This Almanac Calendar is dedicated to grandma's two darling granddaughters. Of course, this dedication will be extended to all my grandchildren - hopefully there will be more - who arrive in the future.
Since I 'm spending my retirement years far away from my sons, daughter-in-law, neice, and nephews and their children, I don't have much opportunity to chat with them about my opinions and experiences.
These pages are meant to fill some of that gap. I hope that my family, friends, and readers of the Almanac Calendar will learn a bit more about my personal perspective, find interesting reading material, and, perhaps, adopt some of the suggestions posted on these pages.
Grandma Susan’s Almanac Calendar is an informal monthly journal that encourages homemakers to do more things for themselves - crafts, handiwork, “from-scratch” cooking, gardening, and other domestic arts. Grandma's motto is: "Let's work together to improve our lives by simple living, self-reliance, maintaining our religious faith, and sharing the blessings of life with others."

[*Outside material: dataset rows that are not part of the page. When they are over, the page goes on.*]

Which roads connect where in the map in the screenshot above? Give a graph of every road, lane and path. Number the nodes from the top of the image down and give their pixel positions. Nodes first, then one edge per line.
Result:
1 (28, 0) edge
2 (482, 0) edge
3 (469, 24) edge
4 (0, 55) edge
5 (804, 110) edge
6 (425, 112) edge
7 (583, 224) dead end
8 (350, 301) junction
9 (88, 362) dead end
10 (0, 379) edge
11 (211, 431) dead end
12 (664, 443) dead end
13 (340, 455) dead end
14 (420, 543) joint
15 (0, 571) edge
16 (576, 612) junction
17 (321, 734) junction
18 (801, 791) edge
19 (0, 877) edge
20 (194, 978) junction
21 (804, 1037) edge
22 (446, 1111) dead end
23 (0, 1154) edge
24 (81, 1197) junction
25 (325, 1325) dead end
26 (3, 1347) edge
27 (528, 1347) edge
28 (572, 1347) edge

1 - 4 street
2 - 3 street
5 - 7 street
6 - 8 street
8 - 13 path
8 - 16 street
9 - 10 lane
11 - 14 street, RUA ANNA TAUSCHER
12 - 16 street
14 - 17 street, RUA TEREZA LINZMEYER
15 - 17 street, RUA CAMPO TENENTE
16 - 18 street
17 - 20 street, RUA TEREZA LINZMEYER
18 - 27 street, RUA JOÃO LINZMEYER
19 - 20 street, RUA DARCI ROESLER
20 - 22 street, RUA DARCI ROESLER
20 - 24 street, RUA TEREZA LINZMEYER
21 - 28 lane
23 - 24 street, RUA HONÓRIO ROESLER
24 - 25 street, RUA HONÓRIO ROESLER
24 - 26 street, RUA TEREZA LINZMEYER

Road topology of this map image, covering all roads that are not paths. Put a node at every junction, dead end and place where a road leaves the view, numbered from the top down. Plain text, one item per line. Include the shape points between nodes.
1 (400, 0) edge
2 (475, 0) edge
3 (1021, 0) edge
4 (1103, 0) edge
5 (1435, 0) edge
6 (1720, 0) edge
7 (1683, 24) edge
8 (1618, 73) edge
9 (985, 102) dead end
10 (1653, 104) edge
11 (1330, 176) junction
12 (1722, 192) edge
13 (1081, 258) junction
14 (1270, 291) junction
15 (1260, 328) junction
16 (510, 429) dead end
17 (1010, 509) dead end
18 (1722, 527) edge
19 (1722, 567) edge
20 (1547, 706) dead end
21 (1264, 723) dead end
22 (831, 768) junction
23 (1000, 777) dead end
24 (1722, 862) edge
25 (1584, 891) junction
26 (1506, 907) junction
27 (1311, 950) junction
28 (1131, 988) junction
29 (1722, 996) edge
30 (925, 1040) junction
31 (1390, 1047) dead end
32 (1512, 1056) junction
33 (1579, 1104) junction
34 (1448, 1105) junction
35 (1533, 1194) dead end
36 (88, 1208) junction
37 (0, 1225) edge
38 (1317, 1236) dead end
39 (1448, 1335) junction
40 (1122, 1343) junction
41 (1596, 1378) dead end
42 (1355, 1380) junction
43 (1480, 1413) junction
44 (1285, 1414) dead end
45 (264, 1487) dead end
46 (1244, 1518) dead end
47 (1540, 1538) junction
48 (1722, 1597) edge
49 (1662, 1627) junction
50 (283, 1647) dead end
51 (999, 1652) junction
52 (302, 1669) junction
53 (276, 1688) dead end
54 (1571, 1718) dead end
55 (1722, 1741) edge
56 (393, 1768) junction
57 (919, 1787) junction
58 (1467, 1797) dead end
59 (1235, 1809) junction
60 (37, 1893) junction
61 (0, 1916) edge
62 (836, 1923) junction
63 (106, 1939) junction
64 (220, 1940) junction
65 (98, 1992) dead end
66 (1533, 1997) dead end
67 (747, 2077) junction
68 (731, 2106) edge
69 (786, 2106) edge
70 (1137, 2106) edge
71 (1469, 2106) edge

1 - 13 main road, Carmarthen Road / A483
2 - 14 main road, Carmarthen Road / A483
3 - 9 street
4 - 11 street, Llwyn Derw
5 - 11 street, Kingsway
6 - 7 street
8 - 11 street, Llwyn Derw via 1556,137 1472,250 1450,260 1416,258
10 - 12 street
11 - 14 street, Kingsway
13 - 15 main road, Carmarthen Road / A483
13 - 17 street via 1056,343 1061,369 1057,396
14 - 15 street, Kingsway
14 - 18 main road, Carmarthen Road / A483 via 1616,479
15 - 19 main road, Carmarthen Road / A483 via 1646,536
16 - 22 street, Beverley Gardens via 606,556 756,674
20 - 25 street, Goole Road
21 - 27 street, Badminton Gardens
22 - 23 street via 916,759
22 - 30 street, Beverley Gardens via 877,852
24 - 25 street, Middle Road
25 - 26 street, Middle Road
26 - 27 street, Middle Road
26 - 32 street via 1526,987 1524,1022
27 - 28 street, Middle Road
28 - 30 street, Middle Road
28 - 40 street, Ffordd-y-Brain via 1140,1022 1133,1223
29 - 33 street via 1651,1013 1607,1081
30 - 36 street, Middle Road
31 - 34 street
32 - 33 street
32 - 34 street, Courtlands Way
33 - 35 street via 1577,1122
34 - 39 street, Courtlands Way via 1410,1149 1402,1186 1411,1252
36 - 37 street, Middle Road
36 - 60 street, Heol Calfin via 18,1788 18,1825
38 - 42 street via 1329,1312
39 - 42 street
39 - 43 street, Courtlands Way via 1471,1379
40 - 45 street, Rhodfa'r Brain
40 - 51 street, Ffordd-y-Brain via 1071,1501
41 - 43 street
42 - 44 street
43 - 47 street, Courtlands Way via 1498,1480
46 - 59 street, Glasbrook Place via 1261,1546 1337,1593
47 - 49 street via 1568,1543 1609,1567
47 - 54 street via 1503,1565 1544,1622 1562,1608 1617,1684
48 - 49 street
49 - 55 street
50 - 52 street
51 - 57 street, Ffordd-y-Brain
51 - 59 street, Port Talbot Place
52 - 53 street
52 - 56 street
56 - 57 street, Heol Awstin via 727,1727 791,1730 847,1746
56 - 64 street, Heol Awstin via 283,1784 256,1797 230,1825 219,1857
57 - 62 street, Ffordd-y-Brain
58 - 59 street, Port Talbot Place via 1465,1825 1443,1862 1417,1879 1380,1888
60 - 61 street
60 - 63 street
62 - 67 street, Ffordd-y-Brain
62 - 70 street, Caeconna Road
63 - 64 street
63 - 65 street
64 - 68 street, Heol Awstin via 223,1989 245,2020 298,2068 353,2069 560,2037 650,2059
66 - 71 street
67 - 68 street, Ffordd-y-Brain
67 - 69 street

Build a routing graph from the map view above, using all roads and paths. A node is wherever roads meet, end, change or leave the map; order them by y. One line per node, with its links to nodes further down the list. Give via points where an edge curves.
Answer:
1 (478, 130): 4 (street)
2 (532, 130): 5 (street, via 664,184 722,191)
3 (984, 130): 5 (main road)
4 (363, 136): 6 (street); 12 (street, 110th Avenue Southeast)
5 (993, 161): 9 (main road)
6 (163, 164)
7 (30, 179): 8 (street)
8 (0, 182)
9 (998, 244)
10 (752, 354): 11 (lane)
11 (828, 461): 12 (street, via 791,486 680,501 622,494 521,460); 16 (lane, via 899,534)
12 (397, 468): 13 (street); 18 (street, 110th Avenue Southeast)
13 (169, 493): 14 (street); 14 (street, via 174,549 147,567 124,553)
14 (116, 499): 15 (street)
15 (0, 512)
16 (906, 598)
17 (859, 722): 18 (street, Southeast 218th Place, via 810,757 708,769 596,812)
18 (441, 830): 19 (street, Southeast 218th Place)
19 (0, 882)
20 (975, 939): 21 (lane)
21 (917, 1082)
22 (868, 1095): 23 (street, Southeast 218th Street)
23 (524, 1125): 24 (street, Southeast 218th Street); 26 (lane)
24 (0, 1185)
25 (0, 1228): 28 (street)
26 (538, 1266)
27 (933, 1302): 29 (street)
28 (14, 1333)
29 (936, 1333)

GRANDMA SUSAN HAS BEEN A BLOGGER SINCE 2009.
This Almanac Calendar is the result of two year's work on a blog, called:
Grandma's blog is a guide that women (or home makers of both genders) can follow in order to save money, as well as live "greener" and more spiritual lives.
The point of view of Grandma's blog, as well as this Almanac Calendar, comes from the understanding that right-thinking and self reliance -- have in the past and continue
today to -- save more human lives than all the governments, armies, police, and medical services in the world.
The mission of the blog is to challenge all of us (Grandma, included) to make careful decisions about the things that we really need and enhance those aspects of our lives that bring us joy, and at the same time, rid our lives of those things that don't help us. Of course, among the things we really need are our strong faith in God, and good relationships with family and friends.
As I find myself quite a bit older, by years, than I feel, I've decided to use some of my energy to share my thoughts about being penny-wise --and not pound foolish -- in this time of economic recession. The Almanac Calendar, and the blog that preceeded it, are also about finding the time in our busy lives for activities that are intrinsically rewarding and life-enhancing. The focus of these pages is domestic, referring primarily to what goes on in the home, but it also involves, by logical extension, to how each of us relates to our community, our nation and our world.
I've written these pages primarily for my female family members and friends -- almost all of us consider ourselves house-wives or homemakers. In the interest of gender fairness, men, if they like, are also welcome here, whether or not they consider themselves "house-husbands" or home makers.
There are a number of reasons that I want to communicate to others in this space. Principally, I am motivated to do it because we, as a generation of grandmothers, mothers, and grown-up daughters, have forgotten our real heritage. In the age of mass media and along the way, most of us have lost touch with who we are. We have defined ourselves by what the news, the TV networks and the popular magazines say we are or what we should be.
Somehow, we have lost the chain of information and the motivation that comes from contact with the older generations. Our grandmothers and great grandmothers -- many of them born and raised on farms -- knew a lot about self-reliance. They were able to make do without large incomes. At that time, the majority of families lived on very modest means. They not only survived, but also had great lives and more than adequate life-styles, according to their expectations.
(In the spirit of fairness, our grandfathers and great grandfathers also knew valuable things, too, some of which need to be researched and revisited, but I leave that to others of the male gender who are, undoubtedly, more capable than I am of doing that.)
My mission is to promote ways that we homemakers can do more things for ourselves - crafts, handiwork, gardening, "from-scratch" cooking, and other almost lost domestic arts. We don't have to depend on what we can buy - let's hasten the end of unrestrained consumerism and rejoice in our own possibilities to create valuable things for ourselves and share some of this bounty with others.
At the same time, we can use less non-renewable energy by harnessing our own energy. We can be more planet-friendly as we consume less electricity and travel fewer miles in gas-based vehicles each year in the future. Being "greener" in our personal and family space is not an easy task, but it is possible. If we have a real concern for where we've gotten to in the drunken, global-warming spree that has characterized the past fifty or more years, we need to act fast. Individual choices and acts count in these difficult times.
Beyond that, and in as much as the current recession has put economic limits on most of us, we can use this time for consideration on how we live, love, work and spend money. There isn't any aspect of personal life that can't be improved by careful reflection and appropriate action. The choices are ours to make, and we should never lose sight of this fact in times like these.